Rick Ross singles chronology
| "Hustlin'" (2006) | "Push It" (2006) | "Born-N-Raised" (2006) |

= Push It (Rick Ross song) =

"Push It" is the second single from rapper Rick Ross' debut album Port of Miami. It samples "Scarface (Push It to the Limit)" (keeping with the theme of the album) and the story of the video (directed by Benny Boom) has a very similar theme to the movie Scarface. It was produced by J. R. Rotem.

DJ Khaled, Brisco, E-Class and Triple C’s all made cameo appearances in the video.

The official remix to this song features Bun B, Jadakiss, Styles P. and The Game, which samples "Scarface (Push It to the Limit)" more heavily than the original. A remix was released with Miami rapper Trina and Plies. There were also remixes released by Sean Kingston, and one by Trey Songz. There was a freestyle over the same beat released by Harlem rappers Cam'Ron and Vado.
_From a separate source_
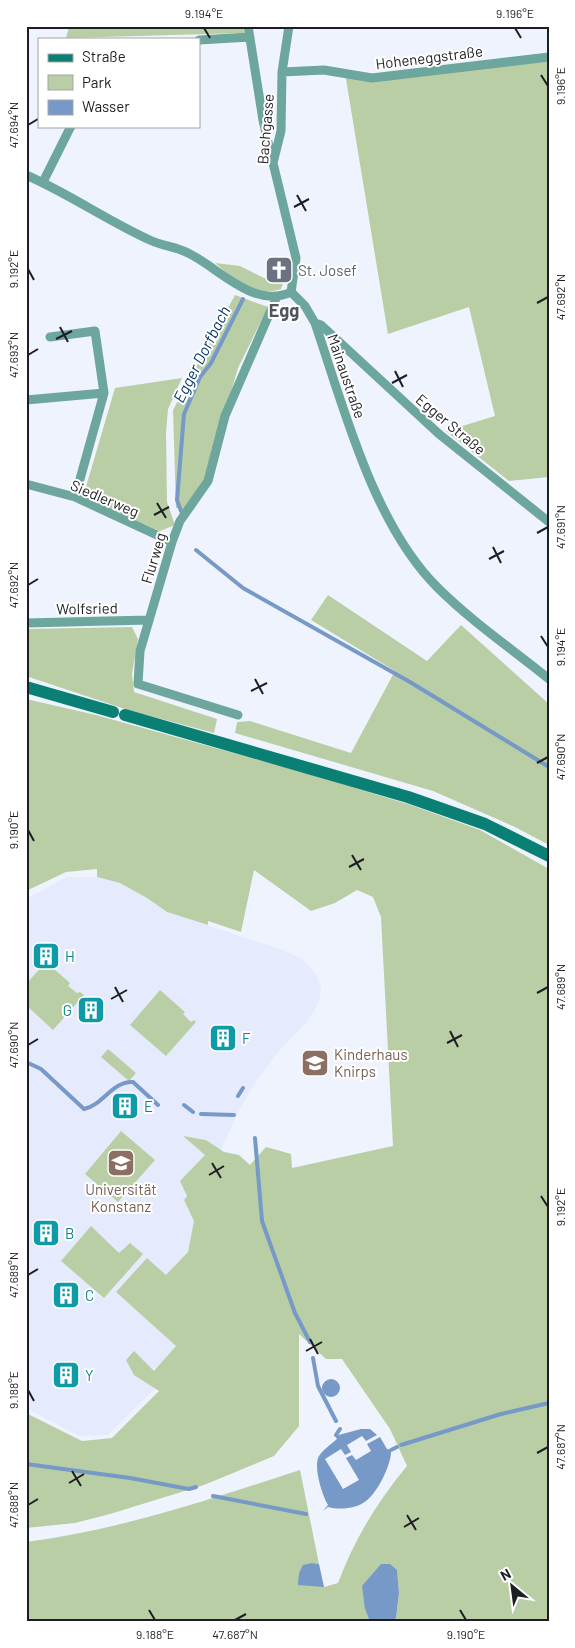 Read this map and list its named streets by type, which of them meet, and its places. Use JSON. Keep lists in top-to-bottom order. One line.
{"streets":{"street":["Hoheneggstraße","Bachgasse","Mainaustraße","Egger Straße","Siedlerweg","Flurweg","Wolfsried"]},"crossings":[["Hoheneggstraße","Bachgasse"],["Bachgasse","Mainaustraße"],["Mainaustraße","Egger Straße"],["Siedlerweg","Flurweg"],["Flurweg","Wolfsried"]],"districts":["Egg"],"water":["Egger Dorfbach"],"places":{"church":["St. Josef"],"building":["H","G","F","E","B","C","Y"],"school or university":["Kinderhaus Knirps","Universität Konstanz"]},"legend":["Straße","Park","Wasser"],"north":"top left","coordinates":["9.194°E","9.196°E","47.694°N","9.192°E","47.692°N","47.693°N","47.691°N","47.690°N","9.190°E","47.689°N","9.188°E","47.687°N","47.688°N"]}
The song was also featured on "The Big Game", the 36th episode of Criminal Minds.

==Charts==

===Weekly charts===

| Chart (2006) | Peak position |
|---|---|
| US Billboard Hot 100 | 57 |
| US Hot R&B/Hip-Hop Songs (Billboard) | 15 |
| US Hot Rap Songs (Billboard) | 10 |
| US Pop 100 (Billboard) | 95 |
| US Rhythmic Airplay (Billboard) | 32 |

===Year-end charts===

| Chart (2006) | Position |
|---|---|
| US Hot R&B/Hip-Hop Songs (Billboard) | 87 |

==Certifications==

| Region | Certification | Certified units/sales |
| United States (RIAA) | Gold | 500,000^{‡} |
^{‡} Sales+streaming figures based on certification alone.